Would you transcribe all of the entries that follow, word for word?

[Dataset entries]
BEGIN

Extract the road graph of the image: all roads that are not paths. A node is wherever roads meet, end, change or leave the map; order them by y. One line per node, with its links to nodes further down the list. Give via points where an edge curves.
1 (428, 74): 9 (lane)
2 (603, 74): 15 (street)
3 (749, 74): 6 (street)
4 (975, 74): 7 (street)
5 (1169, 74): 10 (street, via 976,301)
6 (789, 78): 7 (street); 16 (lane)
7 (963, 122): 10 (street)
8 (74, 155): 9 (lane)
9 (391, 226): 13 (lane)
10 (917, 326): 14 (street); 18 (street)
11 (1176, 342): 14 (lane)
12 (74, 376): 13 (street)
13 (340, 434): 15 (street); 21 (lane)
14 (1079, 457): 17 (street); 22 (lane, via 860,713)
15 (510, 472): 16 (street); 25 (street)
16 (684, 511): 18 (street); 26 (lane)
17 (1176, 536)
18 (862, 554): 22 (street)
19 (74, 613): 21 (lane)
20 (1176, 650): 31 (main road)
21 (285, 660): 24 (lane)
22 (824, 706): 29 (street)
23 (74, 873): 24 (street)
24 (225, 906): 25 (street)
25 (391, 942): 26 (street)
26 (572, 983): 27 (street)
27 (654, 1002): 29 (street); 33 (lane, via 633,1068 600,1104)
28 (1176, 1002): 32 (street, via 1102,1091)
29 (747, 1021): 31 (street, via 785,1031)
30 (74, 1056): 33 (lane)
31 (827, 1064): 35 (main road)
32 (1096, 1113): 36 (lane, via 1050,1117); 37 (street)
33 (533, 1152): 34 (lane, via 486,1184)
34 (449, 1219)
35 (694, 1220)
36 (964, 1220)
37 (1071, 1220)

END

YOUR SOLUTION.
Extract the road graph of the image: all roads that are not paths. A node is wherever roads meet, end, change or leave the map; order them by y. One line per node, with its links to nodes further down the list. Give via points where an edge curves.
1 (428, 74): 9 (lane)
2 (603, 74): 15 (street)
3 (749, 74): 6 (street)
4 (975, 74): 7 (street)
5 (1169, 74): 10 (street, via 976,301)
6 (789, 78): 7 (street); 16 (lane)
7 (963, 122): 10 (street)
8 (74, 155): 9 (lane)
9 (391, 226): 13 (lane)
10 (917, 326): 14 (street); 18 (street)
11 (1176, 342): 14 (lane)
12 (74, 376): 13 (street)
13 (340, 434): 15 (street); 21 (lane)
14 (1079, 457): 17 (street); 22 (lane, via 860,713)
15 (510, 472): 16 (street); 25 (street)
16 (684, 511): 18 (street); 26 (lane)
17 (1176, 536)
18 (862, 554): 22 (street)
19 (74, 613): 21 (lane)
20 (1176, 650): 31 (main road)
21 (285, 660): 24 (lane)
22 (824, 706): 29 (street)
23 (74, 873): 24 (street)
24 (225, 906): 25 (street)
25 (391, 942): 26 (street)
26 (572, 983): 27 (street)
27 (654, 1002): 29 (street); 33 (lane, via 633,1068 600,1104)
28 (1176, 1002): 32 (street, via 1102,1091)
29 (747, 1021): 31 (street, via 785,1031)
30 (74, 1056): 33 (lane)
31 (827, 1064): 35 (main road)
32 (1096, 1113): 36 (lane, via 1050,1117); 37 (street)
33 (533, 1152): 34 (lane, via 486,1184)
34 (449, 1219)
35 (694, 1220)
36 (964, 1220)
37 (1071, 1220)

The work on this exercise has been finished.